(Stored items)
----------------

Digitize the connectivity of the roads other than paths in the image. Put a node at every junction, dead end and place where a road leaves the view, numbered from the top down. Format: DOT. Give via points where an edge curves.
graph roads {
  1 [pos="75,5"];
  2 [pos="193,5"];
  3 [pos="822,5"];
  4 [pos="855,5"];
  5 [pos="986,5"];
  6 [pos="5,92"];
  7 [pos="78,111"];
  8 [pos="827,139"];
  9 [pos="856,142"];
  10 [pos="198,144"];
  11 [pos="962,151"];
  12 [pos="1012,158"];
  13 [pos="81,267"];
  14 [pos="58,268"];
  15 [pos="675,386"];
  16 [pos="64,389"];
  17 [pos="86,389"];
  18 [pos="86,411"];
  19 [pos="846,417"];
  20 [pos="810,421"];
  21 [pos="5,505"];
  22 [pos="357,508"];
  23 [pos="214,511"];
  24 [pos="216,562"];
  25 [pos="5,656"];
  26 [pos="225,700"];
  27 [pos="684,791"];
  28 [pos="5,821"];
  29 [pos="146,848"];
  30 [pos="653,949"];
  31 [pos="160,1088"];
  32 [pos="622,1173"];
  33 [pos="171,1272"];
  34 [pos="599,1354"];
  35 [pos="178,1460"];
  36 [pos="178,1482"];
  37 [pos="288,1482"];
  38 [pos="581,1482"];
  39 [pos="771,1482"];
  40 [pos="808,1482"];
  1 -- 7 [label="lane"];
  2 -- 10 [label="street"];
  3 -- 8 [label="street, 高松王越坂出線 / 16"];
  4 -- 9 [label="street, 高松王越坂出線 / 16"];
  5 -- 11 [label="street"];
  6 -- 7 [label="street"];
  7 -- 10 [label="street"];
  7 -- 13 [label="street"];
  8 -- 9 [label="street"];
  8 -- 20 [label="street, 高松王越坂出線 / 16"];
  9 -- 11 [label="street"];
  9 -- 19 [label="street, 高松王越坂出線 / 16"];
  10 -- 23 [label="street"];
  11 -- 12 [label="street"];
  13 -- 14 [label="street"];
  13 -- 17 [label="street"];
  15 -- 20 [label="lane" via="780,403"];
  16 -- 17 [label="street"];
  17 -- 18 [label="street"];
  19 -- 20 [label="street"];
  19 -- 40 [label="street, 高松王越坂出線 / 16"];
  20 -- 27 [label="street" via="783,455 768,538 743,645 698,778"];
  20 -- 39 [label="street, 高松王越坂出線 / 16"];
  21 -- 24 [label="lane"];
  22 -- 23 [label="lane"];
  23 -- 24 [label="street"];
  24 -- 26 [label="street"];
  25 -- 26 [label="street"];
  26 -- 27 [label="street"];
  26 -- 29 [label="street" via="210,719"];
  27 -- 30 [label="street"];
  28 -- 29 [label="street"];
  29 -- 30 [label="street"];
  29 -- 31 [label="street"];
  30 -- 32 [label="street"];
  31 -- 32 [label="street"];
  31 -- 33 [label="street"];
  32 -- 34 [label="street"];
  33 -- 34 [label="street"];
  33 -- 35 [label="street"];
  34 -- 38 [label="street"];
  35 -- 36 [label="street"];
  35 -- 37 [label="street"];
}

----------------

(DIRECTIONS)
Once you have counted every line above that contains the string "高松王越坂出線", give that number and nothing more.

(WRITTEN REPLY)
6